Thursday, September 27, 2007

Letting go of my son

I listened to another Ed Dobson sermon in the car today. He spoke about Genesis 22, the story of God's testing of Abraham and the sacrifice of Isaac. One thing that stuck out strong to me was when Dobson spoke about the faith that Abraham had in God as he let go of his son and put him in God's hands. Dobson has a son who is currently on his second tour in Iraq. This is a daily struggle for him. I so struggle letting go of the people that I love.

Today Ben went to Chicago with Grandma Shube. He will be gone until Sunday. They will have a great time seeing family, riding the train and eating Chicago dogs. I will miss him so much. On my drive today I already began to get choked up. I really want what God has for me today though. I know that involves giving Him my family. I know that will be difficult. I know that it will only become more difficult as God tests my faith as God "tested Abraham" (Gen. 22:1). I am already looking forward to Ben's call tonight.

Wednesday, September 26, 2007

John Piper's thoughts on grieving as a grandfather

I have felt like a bit of a voyeur in watching through the world wide web a family grieve the loss of their child, niece, granddaughter. It has been amazing to watch though and God has used it to draw me into prayer for them and for others currently suffering. It has also drawn me into a deeper gratitude for God's many mercies. I wrote Abraham a short note in response to Pastor John's original post about the loss. I need to take more time though and pass along how much God has used this. When I have walked through suffering I have had such a longing for redemption: redemption of myself, but mostly redemption of my circumstances. I always want to know that God is using it all somehow. I want their family to know that there is a man sitting in a little office at Century College crying as he reads the latest blog post about their grief. I want to show them that my heart is hurting and changing.

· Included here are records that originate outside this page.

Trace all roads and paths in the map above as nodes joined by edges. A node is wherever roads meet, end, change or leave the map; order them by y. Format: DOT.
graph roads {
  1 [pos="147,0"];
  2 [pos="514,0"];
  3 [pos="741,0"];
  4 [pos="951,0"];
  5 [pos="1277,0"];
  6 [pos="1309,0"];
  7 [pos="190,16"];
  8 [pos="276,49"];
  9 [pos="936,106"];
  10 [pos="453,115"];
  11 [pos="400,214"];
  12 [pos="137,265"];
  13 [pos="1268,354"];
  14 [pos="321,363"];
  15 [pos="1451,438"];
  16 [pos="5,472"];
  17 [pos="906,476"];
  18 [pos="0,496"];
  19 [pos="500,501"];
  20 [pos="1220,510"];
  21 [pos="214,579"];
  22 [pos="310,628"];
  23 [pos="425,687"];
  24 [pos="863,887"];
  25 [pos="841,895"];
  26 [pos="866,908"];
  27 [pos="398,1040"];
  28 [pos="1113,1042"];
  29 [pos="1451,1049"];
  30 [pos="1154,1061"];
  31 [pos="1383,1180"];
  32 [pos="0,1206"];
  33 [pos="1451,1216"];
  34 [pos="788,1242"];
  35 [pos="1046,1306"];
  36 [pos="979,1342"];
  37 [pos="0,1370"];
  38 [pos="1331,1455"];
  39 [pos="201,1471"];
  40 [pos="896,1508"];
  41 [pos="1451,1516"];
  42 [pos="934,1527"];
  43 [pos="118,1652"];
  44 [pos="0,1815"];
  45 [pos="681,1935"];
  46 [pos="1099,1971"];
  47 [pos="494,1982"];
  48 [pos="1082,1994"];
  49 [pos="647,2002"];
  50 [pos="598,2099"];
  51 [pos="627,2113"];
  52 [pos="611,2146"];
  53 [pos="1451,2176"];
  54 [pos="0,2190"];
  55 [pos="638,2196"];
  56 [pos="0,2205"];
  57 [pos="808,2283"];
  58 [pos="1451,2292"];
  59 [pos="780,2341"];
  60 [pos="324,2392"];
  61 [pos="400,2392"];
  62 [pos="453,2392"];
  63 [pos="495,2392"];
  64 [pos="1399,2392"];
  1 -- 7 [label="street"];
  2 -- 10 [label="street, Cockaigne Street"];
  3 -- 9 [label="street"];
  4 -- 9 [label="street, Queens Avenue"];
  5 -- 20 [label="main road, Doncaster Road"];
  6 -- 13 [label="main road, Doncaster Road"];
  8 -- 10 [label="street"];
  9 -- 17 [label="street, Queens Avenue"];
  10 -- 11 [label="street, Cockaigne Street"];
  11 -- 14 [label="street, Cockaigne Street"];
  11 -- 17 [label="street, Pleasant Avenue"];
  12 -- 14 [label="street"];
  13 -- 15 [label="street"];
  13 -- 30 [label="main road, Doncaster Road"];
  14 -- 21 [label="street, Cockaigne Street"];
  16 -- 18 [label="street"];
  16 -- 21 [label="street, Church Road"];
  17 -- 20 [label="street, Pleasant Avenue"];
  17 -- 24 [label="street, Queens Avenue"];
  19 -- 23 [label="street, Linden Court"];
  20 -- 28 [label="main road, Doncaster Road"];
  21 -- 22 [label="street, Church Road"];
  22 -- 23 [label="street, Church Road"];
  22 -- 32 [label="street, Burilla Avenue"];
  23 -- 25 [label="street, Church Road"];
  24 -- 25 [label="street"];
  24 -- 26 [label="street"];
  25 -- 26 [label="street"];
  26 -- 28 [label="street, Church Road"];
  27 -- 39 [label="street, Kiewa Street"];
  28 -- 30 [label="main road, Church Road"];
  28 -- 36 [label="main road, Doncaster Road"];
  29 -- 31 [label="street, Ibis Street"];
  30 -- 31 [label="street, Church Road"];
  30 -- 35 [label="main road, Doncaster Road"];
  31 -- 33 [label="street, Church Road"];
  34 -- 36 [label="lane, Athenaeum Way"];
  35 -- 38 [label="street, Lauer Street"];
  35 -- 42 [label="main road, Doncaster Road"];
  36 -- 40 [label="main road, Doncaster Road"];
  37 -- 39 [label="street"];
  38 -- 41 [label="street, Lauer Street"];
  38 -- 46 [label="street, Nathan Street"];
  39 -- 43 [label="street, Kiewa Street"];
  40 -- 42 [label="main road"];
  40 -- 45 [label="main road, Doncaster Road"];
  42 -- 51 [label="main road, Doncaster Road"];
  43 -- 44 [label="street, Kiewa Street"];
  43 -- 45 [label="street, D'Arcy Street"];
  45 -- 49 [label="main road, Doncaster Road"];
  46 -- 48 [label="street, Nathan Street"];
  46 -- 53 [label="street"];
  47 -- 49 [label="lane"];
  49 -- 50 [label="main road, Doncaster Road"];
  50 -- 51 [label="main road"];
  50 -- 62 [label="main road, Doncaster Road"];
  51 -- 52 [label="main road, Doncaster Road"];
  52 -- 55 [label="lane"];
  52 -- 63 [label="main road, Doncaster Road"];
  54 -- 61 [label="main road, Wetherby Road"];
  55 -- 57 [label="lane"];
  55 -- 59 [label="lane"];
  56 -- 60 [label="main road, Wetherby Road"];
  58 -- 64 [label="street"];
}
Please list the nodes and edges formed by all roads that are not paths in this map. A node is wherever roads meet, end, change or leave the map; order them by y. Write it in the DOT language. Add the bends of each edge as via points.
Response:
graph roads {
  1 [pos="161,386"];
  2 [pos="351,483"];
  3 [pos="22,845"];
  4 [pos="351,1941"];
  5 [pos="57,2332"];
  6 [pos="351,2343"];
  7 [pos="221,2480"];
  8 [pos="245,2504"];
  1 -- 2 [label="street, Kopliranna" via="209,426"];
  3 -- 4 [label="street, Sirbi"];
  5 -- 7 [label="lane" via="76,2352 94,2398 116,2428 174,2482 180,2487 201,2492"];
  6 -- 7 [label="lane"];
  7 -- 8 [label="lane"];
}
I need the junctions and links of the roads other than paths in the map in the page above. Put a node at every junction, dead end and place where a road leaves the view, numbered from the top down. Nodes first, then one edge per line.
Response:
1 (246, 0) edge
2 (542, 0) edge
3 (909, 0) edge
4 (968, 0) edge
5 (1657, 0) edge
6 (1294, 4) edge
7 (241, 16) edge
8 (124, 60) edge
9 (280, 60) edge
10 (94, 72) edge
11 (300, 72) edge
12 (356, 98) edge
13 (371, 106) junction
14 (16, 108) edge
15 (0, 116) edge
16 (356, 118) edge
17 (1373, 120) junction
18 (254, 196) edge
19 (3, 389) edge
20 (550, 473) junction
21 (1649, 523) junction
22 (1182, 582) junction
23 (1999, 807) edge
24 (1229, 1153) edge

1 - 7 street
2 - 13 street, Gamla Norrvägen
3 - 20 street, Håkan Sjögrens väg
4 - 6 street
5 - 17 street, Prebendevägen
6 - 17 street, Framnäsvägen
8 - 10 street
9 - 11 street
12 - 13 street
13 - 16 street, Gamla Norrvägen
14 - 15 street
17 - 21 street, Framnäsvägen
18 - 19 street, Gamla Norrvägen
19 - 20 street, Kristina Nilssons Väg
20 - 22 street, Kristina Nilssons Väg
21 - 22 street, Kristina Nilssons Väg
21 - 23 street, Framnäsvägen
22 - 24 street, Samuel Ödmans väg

I hope that God is drawing you into the suffering of others as I seek to share these thoughts. Thank you Tricia, for your comments on my original post. I am glad to know that these words touch.

Read Pastor John's thoughts that he shared at Felicity's funeral this morning here. As a parent, my heart breaks to think that some day I will hold the hands of my children as they walk through sufferings and grief. These are good and true words.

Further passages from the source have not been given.